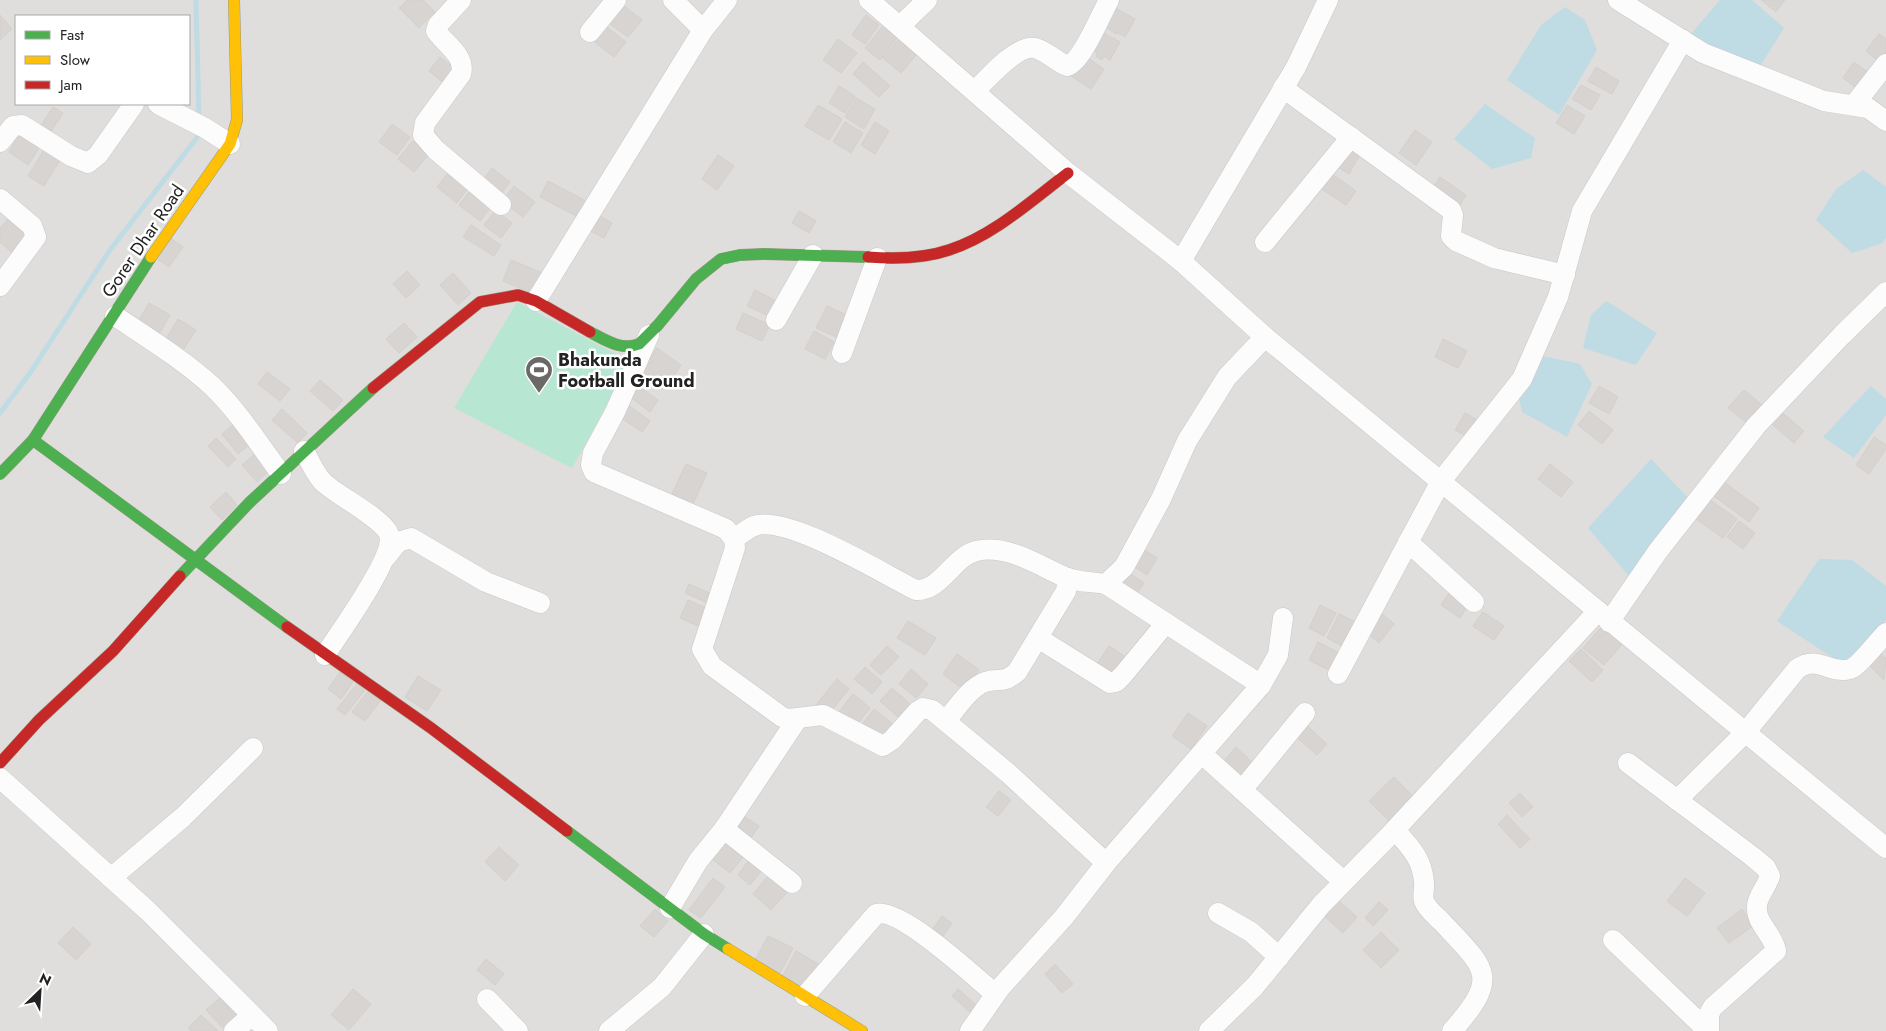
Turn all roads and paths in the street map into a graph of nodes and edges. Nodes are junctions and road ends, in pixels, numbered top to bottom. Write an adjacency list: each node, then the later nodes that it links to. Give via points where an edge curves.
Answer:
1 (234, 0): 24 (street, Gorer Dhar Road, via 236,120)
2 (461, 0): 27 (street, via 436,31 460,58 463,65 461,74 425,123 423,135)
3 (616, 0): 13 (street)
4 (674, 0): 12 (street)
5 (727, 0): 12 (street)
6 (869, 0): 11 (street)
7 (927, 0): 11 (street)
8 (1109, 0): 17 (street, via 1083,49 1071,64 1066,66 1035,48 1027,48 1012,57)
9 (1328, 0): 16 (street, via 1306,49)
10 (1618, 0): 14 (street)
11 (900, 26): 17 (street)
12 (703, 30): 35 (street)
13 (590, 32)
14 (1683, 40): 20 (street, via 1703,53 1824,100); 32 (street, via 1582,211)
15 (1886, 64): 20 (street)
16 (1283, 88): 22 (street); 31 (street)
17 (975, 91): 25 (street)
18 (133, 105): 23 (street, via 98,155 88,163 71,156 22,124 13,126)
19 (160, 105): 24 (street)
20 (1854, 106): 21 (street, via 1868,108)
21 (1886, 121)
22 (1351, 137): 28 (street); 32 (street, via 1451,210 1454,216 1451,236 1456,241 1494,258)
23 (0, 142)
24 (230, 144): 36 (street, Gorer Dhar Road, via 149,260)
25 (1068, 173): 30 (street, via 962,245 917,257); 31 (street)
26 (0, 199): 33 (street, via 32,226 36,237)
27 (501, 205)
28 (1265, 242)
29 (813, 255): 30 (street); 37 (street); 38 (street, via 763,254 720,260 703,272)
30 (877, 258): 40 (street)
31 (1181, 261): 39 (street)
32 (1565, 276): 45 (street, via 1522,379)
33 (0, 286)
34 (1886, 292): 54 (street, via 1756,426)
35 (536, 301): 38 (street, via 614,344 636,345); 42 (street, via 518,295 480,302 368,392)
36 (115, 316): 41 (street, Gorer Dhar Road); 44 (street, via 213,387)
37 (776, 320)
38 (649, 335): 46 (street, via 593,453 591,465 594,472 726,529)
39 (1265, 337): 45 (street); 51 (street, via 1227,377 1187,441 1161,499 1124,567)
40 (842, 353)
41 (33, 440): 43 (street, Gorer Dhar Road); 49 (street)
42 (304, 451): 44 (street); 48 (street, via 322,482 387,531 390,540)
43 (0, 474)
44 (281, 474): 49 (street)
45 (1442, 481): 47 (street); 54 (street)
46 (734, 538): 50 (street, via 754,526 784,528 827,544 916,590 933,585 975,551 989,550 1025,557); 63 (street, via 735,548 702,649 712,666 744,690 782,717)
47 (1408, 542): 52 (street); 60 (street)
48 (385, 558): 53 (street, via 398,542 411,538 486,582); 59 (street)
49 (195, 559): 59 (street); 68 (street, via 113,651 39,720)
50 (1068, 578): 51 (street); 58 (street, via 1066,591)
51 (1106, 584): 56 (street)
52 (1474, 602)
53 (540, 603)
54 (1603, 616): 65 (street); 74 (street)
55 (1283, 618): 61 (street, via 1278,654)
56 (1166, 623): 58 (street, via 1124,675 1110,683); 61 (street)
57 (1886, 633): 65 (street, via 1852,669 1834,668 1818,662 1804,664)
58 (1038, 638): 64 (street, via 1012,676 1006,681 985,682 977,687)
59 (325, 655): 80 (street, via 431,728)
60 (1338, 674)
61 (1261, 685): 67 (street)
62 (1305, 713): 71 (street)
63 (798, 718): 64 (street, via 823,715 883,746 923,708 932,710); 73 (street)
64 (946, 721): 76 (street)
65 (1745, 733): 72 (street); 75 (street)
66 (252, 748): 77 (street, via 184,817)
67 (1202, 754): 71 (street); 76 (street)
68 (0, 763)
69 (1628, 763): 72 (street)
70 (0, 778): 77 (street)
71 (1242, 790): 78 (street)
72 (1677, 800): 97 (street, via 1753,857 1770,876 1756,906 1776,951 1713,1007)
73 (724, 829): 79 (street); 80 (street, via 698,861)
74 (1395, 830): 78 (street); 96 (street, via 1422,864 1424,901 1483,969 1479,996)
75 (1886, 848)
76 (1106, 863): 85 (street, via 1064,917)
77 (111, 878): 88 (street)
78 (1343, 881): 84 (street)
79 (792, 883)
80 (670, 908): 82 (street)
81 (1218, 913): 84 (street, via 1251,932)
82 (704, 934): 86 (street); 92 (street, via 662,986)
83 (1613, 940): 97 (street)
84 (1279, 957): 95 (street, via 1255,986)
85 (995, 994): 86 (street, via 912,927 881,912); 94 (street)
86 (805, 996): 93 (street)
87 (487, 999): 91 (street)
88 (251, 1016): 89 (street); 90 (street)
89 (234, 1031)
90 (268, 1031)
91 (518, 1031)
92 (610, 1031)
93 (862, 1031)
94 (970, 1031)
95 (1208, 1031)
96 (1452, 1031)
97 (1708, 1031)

☆ ☆ ☆ ☆ ☆

» **WHAT IS EXPECTED**: Copy out the entries exactly as they stand, omitting the images.

» **SOLUTION BELOW**:
Turn all roads and paths in the street map into a graph of nodes and edges. Nodes are junctions and road ends, in pixels, numbered top to bottom. Write an adjacency list: each node, then the later nodes that it links to. Give via points where an edge curves.
Answer:
1 (234, 0): 24 (street, Gorer Dhar Road, via 236,120)
2 (461, 0): 27 (street, via 436,31 460,58 463,65 461,74 425,123 423,135)
3 (616, 0): 13 (street)
4 (674, 0): 12 (street)
5 (727, 0): 12 (street)
6 (869, 0): 11 (street)
7 (927, 0): 11 (street)
8 (1109, 0): 17 (street, via 1083,49 1071,64 1066,66 1035,48 1027,48 1012,57)
9 (1328, 0): 16 (street, via 1306,49)
10 (1618, 0): 14 (street)
11 (900, 26): 17 (street)
12 (703, 30): 35 (street)
13 (590, 32)
14 (1683, 40): 20 (street, via 1703,53 1824,100); 32 (street, via 1582,211)
15 (1886, 64): 20 (street)
16 (1283, 88): 22 (street); 31 (street)
17 (975, 91): 25 (street)
18 (133, 105): 23 (street, via 98,155 88,163 71,156 22,124 13,126)
19 (160, 105): 24 (street)
20 (1854, 106): 21 (street, via 1868,108)
21 (1886, 121)
22 (1351, 137): 28 (street); 32 (street, via 1451,210 1454,216 1451,236 1456,241 1494,258)
23 (0, 142)
24 (230, 144): 36 (street, Gorer Dhar Road, via 149,260)
25 (1068, 173): 30 (street, via 962,245 917,257); 31 (street)
26 (0, 199): 33 (street, via 32,226 36,237)
27 (501, 205)
28 (1265, 242)
29 (813, 255): 30 (street); 37 (street); 38 (street, via 763,254 720,260 703,272)
30 (877, 258): 40 (street)
31 (1181, 261): 39 (street)
32 (1565, 276): 45 (street, via 1522,379)
33 (0, 286)
34 (1886, 292): 54 (street, via 1756,426)
35 (536, 301): 38 (street, via 614,344 636,345); 42 (street, via 518,295 480,302 368,392)
36 (115, 316): 41 (street, Gorer Dhar Road); 44 (street, via 213,387)
37 (776, 320)
38 (649, 335): 46 (street, via 593,453 591,465 594,472 726,529)
39 (1265, 337): 45 (street); 51 (street, via 1227,377 1187,441 1161,499 1124,567)
40 (842, 353)
41 (33, 440): 43 (street, Gorer Dhar Road); 49 (street)
42 (304, 451): 44 (street); 48 (street, via 322,482 387,531 390,540)
43 (0, 474)
44 (281, 474): 49 (street)
45 (1442, 481): 47 (street); 54 (street)
46 (734, 538): 50 (street, via 754,526 784,528 827,544 916,590 933,585 975,551 989,550 1025,557); 63 (street, via 735,548 702,649 712,666 744,690 782,717)
47 (1408, 542): 52 (street); 60 (street)
48 (385, 558): 53 (street, via 398,542 411,538 486,582); 59 (street)
49 (195, 559): 59 (street); 68 (street, via 113,651 39,720)
50 (1068, 578): 51 (street); 58 (street, via 1066,591)
51 (1106, 584): 56 (street)
52 (1474, 602)
53 (540, 603)
54 (1603, 616): 65 (street); 74 (street)
55 (1283, 618): 61 (street, via 1278,654)
56 (1166, 623): 58 (street, via 1124,675 1110,683); 61 (street)
57 (1886, 633): 65 (street, via 1852,669 1834,668 1818,662 1804,664)
58 (1038, 638): 64 (street, via 1012,676 1006,681 985,682 977,687)
59 (325, 655): 80 (street, via 431,728)
60 (1338, 674)
61 (1261, 685): 67 (street)
62 (1305, 713): 71 (street)
63 (798, 718): 64 (street, via 823,715 883,746 923,708 932,710); 73 (street)
64 (946, 721): 76 (street)
65 (1745, 733): 72 (street); 75 (street)
66 (252, 748): 77 (street, via 184,817)
67 (1202, 754): 71 (street); 76 (street)
68 (0, 763)
69 (1628, 763): 72 (street)
70 (0, 778): 77 (street)
71 (1242, 790): 78 (street)
72 (1677, 800): 97 (street, via 1753,857 1770,876 1756,906 1776,951 1713,1007)
73 (724, 829): 79 (street); 80 (street, via 698,861)
74 (1395, 830): 78 (street); 96 (street, via 1422,864 1424,901 1483,969 1479,996)
75 (1886, 848)
76 (1106, 863): 85 (street, via 1064,917)
77 (111, 878): 88 (street)
78 (1343, 881): 84 (street)
79 (792, 883)
80 (670, 908): 82 (street)
81 (1218, 913): 84 (street, via 1251,932)
82 (704, 934): 86 (street); 92 (street, via 662,986)
83 (1613, 940): 97 (street)
84 (1279, 957): 95 (street, via 1255,986)
85 (995, 994): 86 (street, via 912,927 881,912); 94 (street)
86 (805, 996): 93 (street)
87 (487, 999): 91 (street)
88 (251, 1016): 89 (street); 90 (street)
89 (234, 1031)
90 (268, 1031)
91 (518, 1031)
92 (610, 1031)
93 (862, 1031)
94 (970, 1031)
95 (1208, 1031)
96 (1452, 1031)
97 (1708, 1031)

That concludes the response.